◆ What to work on: Word for word, set down the listing that appears after this line.

........

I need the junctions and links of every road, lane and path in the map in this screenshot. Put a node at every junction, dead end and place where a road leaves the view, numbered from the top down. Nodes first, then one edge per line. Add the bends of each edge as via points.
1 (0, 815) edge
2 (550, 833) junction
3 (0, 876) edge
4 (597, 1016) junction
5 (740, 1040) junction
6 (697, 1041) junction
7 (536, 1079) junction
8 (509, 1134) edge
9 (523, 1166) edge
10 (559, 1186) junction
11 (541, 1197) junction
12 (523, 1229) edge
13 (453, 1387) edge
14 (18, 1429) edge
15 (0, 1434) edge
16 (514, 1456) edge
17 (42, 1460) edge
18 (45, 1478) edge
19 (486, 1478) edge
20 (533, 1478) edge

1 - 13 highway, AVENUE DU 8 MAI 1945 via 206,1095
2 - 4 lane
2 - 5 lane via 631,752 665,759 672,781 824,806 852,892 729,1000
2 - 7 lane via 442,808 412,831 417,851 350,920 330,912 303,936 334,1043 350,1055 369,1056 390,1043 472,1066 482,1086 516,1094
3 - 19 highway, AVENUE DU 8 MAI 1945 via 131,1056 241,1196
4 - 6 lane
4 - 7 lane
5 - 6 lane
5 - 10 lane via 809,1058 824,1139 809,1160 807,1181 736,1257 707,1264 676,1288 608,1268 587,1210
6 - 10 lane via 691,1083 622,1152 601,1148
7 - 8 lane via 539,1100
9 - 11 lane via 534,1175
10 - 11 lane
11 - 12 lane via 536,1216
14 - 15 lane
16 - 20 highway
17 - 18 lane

........

◆ Answer to the problem:
I need the junctions and links of every road, lane and path in the map in this screenshot. Put a node at every junction, dead end and place where a road leaves the view, numbered from the top down. Nodes first, then one edge per line. Add the bends of each edge as via points.
1 (0, 815) edge
2 (550, 833) junction
3 (0, 876) edge
4 (597, 1016) junction
5 (740, 1040) junction
6 (697, 1041) junction
7 (536, 1079) junction
8 (509, 1134) edge
9 (523, 1166) edge
10 (559, 1186) junction
11 (541, 1197) junction
12 (523, 1229) edge
13 (453, 1387) edge
14 (18, 1429) edge
15 (0, 1434) edge
16 (514, 1456) edge
17 (42, 1460) edge
18 (45, 1478) edge
19 (486, 1478) edge
20 (533, 1478) edge

1 - 13 highway, AVENUE DU 8 MAI 1945 via 206,1095
2 - 4 lane
2 - 5 lane via 631,752 665,759 672,781 824,806 852,892 729,1000
2 - 7 lane via 442,808 412,831 417,851 350,920 330,912 303,936 334,1043 350,1055 369,1056 390,1043 472,1066 482,1086 516,1094
3 - 19 highway, AVENUE DU 8 MAI 1945 via 131,1056 241,1196
4 - 6 lane
4 - 7 lane
5 - 6 lane
5 - 10 lane via 809,1058 824,1139 809,1160 807,1181 736,1257 707,1264 676,1288 608,1268 587,1210
6 - 10 lane via 691,1083 622,1152 601,1148
7 - 8 lane via 539,1100
9 - 11 lane via 534,1175
10 - 11 lane
11 - 12 lane via 536,1216
14 - 15 lane
16 - 20 highway
17 - 18 lane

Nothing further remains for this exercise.